Saturday, March 25, 2017

Cerebral Palsy Awareness Day!

I won't lie and say I haven't imagined who Tyler could have been.  The other week, I sat and watched a dad and his son throw a football back and forth.  Man, was it a beautiful day!  Leaves were flying through the air, the wind was blowing softly, and it smelled amazing outside.  I closed my eyes, took a deep breath, and when my eyes opened, I saw Tyler and Ryan playing catch.  Ryan gestured for Tyler to "go long" and he started running away.
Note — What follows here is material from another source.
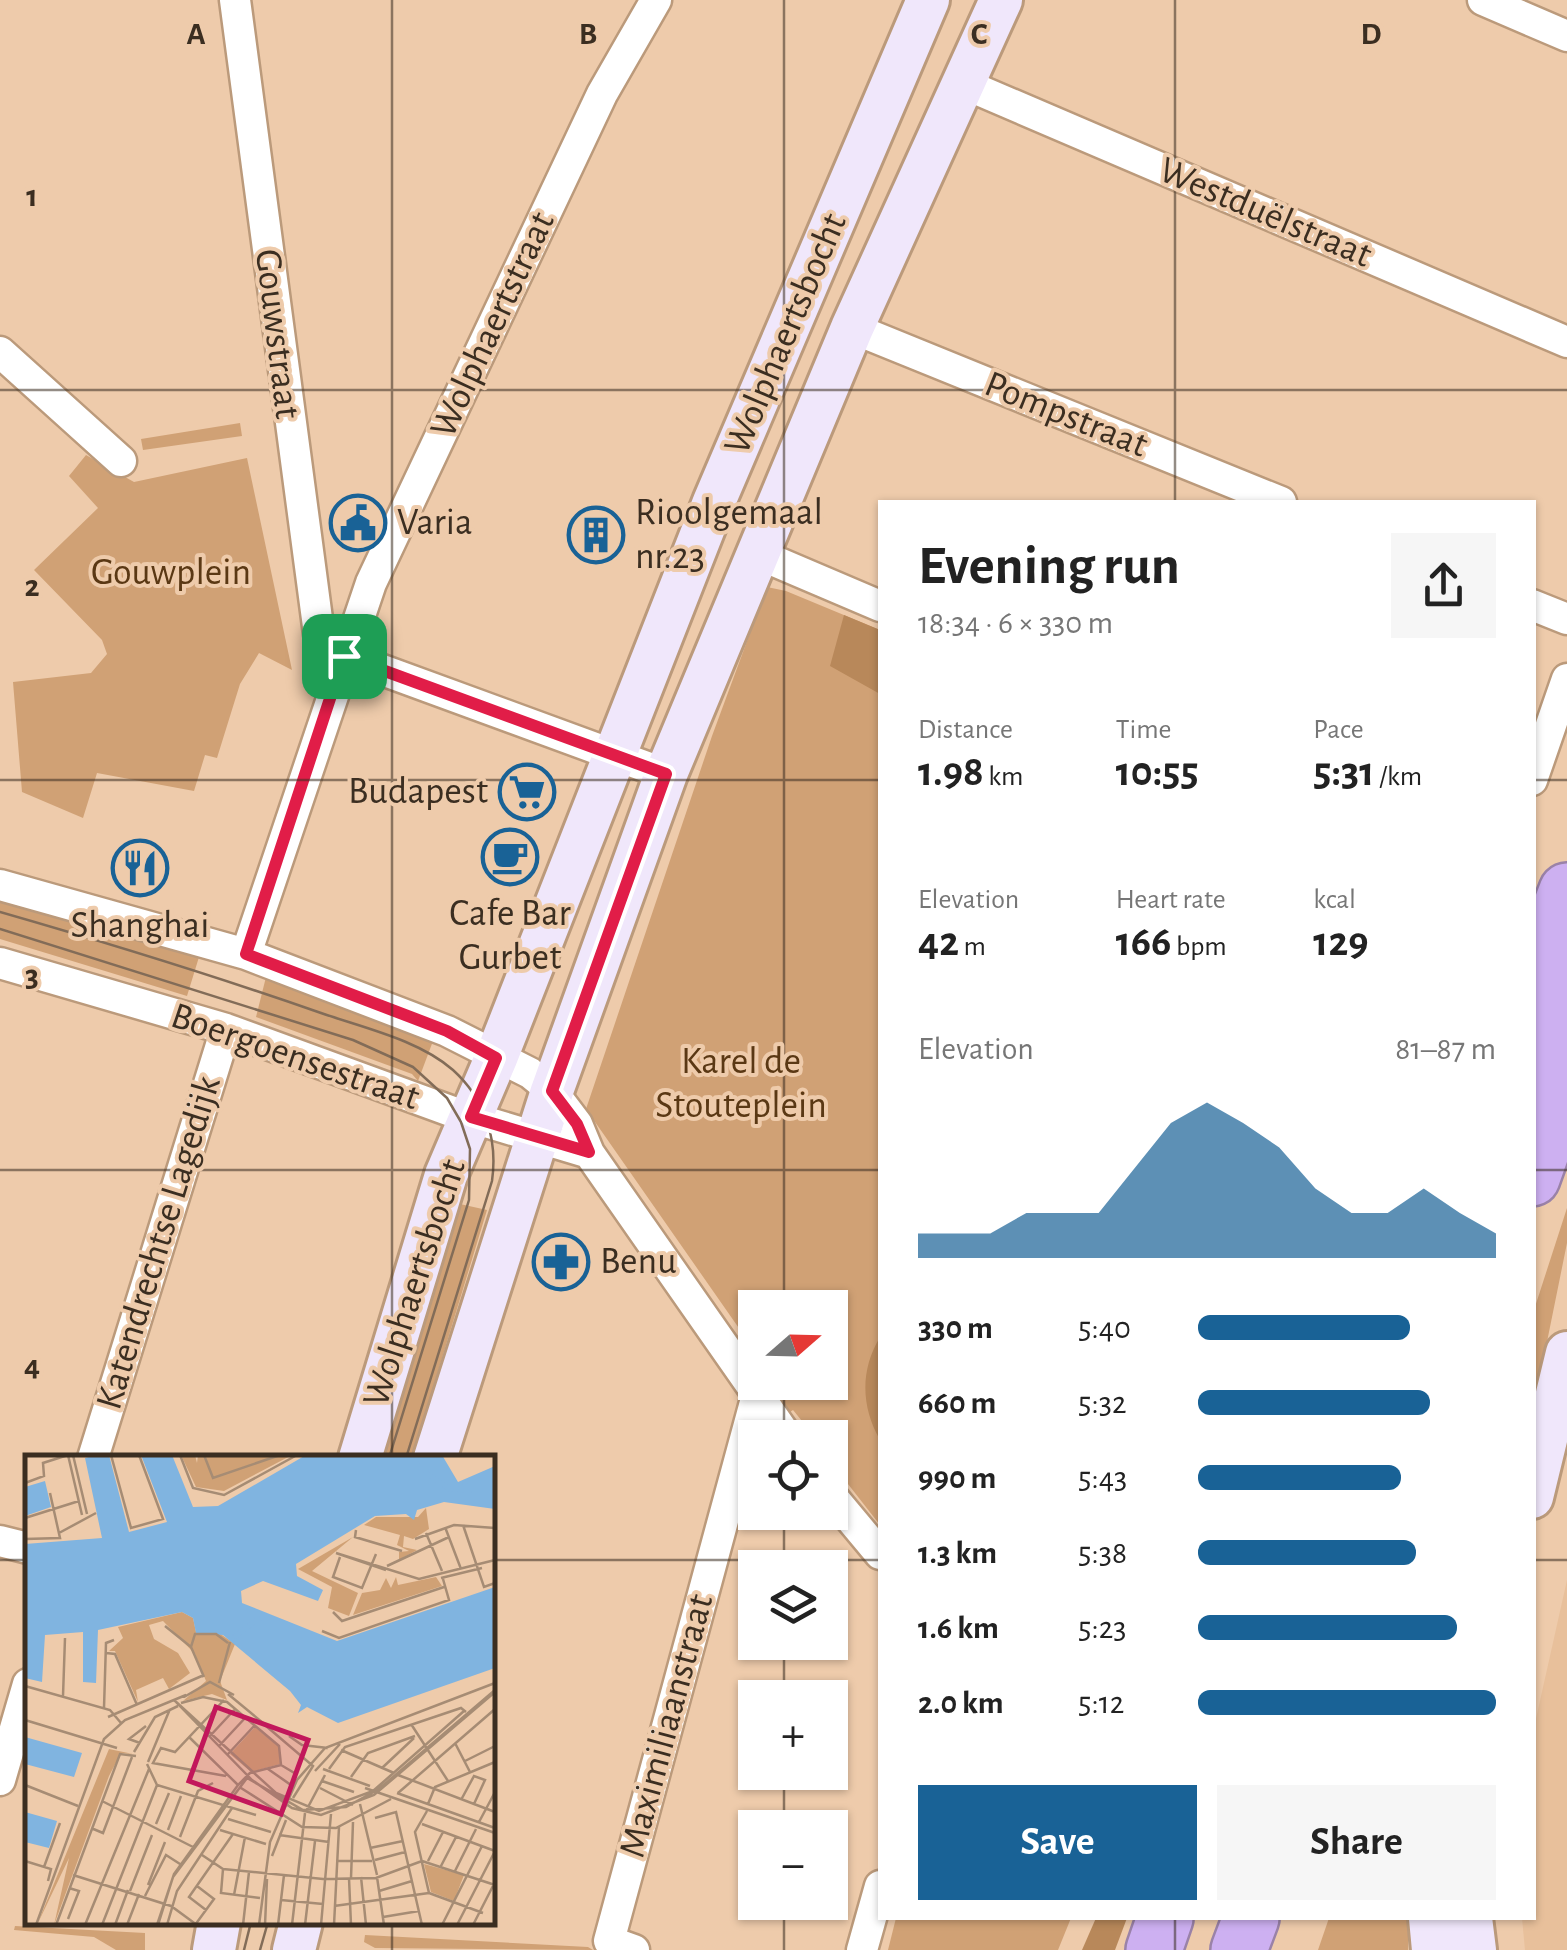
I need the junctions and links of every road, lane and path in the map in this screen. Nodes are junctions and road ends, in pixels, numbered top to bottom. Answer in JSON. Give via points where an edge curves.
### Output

When he caught the ball, he smiled.  On their way back in the house, Ryan rubbed his hand roughly through Tyler's hair and pulled him into his body for a side hug.  I blinked and was brought back to reality.  It made me a little sad, so I decided to go back inside and when I turned the corner to my living room, I saw Ryan laying down on the couch next to Tyler with their arms wrapped around each other.  Ever so softly, I listened to them coo back and forth at each other.  I know, cooing is something that babies do, but there is a soft sound that Tyler makes when he is happy and that's what it reminds me of.  Just like that, I didn't care who he could have been, but fell in love with who he is and the love that surrounds this house.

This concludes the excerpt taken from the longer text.